__Exercise instructions__. Pull every line containing "ends" from the entries.

__Data for analysis__.
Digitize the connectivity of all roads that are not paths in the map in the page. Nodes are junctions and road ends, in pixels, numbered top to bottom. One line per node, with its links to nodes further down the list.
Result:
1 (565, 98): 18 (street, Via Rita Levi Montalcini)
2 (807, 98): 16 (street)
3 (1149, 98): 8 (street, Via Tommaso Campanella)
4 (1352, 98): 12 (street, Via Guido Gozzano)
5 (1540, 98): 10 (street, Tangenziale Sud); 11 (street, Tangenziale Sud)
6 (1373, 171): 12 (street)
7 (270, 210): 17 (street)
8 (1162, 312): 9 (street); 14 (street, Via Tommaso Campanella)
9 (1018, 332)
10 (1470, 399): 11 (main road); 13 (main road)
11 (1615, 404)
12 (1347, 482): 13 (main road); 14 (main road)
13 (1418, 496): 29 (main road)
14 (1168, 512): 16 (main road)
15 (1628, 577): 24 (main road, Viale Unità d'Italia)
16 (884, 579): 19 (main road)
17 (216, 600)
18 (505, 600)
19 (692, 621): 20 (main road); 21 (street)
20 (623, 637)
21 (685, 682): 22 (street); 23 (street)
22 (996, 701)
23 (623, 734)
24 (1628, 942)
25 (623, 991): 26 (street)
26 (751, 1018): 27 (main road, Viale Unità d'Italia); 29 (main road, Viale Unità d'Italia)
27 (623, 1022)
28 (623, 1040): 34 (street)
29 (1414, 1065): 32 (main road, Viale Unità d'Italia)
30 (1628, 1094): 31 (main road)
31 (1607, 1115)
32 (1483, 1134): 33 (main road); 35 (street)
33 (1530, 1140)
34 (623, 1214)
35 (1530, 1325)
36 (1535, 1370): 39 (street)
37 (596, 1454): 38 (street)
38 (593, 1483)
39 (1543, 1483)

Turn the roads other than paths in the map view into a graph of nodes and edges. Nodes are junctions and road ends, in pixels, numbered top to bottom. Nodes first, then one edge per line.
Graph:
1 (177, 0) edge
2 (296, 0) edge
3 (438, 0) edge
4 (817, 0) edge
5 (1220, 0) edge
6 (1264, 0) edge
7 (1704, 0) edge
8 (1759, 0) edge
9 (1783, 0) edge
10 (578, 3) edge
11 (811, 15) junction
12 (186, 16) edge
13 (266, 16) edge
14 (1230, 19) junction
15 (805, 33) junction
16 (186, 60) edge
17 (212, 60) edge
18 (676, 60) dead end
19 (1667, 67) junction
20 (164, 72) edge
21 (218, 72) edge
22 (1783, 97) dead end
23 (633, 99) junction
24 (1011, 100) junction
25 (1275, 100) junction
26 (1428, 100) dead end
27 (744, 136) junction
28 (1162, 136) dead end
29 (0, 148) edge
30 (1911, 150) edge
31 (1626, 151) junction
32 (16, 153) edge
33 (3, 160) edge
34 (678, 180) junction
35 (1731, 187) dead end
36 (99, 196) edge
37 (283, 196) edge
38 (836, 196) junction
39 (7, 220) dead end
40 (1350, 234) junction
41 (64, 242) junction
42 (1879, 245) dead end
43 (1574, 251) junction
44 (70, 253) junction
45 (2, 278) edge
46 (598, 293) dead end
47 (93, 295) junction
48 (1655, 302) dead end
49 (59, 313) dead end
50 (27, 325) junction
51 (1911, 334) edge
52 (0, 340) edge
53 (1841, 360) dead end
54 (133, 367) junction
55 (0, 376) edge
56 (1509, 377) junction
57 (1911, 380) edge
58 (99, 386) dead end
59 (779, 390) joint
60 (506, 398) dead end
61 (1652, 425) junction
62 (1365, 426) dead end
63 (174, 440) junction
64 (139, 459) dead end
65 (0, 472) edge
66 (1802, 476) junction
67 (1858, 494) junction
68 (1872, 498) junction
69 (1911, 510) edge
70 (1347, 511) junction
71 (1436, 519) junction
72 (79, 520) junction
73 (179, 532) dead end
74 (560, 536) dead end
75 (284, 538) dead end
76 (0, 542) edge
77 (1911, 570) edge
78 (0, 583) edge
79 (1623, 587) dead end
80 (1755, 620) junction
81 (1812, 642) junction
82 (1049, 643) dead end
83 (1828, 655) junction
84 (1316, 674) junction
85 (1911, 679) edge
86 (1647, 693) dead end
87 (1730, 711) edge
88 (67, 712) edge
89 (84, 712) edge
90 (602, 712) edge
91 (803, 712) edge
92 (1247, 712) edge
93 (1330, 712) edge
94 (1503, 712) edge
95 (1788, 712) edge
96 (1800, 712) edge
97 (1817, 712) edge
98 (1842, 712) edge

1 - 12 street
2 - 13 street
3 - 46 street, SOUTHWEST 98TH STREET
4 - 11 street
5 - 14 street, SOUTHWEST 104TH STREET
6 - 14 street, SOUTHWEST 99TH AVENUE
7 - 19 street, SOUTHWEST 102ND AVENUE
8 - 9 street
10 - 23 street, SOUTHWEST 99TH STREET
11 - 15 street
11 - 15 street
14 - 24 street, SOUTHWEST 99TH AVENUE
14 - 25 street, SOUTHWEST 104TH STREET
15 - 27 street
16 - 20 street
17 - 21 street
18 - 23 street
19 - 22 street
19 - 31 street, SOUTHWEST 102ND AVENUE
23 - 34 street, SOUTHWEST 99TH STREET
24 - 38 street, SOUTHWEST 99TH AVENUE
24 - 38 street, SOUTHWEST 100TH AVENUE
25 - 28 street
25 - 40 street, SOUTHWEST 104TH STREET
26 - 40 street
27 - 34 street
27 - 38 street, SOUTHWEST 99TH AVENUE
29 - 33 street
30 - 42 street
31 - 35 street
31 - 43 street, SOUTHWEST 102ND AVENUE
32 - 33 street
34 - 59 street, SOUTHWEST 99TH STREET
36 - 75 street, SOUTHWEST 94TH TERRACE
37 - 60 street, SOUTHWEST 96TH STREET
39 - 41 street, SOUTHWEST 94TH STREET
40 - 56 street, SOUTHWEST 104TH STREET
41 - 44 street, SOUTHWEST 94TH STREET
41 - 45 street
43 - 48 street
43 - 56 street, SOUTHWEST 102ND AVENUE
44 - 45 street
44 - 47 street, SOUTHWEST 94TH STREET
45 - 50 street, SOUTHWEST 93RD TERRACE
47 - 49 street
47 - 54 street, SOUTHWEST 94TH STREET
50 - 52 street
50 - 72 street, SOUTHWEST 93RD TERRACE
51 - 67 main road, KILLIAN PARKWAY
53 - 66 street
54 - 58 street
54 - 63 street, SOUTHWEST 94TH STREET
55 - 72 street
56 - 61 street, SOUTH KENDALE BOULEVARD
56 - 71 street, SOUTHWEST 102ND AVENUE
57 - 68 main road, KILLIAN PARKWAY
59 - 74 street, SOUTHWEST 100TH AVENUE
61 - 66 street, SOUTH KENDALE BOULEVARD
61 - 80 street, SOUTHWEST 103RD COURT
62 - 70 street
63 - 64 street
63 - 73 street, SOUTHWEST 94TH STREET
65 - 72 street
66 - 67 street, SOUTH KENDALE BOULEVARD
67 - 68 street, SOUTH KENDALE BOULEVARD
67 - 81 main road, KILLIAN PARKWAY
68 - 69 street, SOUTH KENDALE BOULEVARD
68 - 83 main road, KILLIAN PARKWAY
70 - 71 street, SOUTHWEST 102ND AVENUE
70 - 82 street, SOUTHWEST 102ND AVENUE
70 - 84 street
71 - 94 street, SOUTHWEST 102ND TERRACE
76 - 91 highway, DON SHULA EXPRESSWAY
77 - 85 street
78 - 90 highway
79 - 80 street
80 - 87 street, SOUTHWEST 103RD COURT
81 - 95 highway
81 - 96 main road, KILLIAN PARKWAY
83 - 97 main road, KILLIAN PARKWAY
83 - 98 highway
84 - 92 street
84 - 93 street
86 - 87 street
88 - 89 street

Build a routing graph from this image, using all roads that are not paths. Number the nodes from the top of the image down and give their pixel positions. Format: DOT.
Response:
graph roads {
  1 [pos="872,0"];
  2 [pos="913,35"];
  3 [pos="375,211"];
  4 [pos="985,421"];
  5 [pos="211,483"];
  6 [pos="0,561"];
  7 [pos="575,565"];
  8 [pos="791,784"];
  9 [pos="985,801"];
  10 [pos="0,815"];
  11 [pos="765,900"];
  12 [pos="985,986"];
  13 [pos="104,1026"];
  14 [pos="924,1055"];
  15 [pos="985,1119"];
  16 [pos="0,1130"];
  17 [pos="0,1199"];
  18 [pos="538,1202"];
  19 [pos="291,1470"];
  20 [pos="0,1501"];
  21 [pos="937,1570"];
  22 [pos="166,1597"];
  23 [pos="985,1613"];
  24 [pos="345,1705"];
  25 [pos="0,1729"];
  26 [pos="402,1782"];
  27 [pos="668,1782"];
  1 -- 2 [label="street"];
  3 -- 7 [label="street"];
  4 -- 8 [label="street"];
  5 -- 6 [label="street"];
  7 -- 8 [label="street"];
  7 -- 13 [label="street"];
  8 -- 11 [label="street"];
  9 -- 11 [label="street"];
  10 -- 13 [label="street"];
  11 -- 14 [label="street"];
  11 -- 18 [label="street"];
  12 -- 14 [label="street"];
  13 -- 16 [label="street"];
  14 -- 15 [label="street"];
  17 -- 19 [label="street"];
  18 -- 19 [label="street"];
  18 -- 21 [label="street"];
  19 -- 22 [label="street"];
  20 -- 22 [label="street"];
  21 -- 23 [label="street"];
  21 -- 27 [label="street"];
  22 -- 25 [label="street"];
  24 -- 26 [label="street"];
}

__Reply to the exercise__.
Digitize the connectivity of all roads that are not paths in the map in the page. Nodes are junctions and road ends, in pixels, numbered top to bottom. One line per node, with its links to nodes further down the list.
Turn the roads other than paths in the map view into a graph of nodes and edges. Nodes are junctions and road ends, in pixels, numbered top to bottom. Nodes first, then one edge per line.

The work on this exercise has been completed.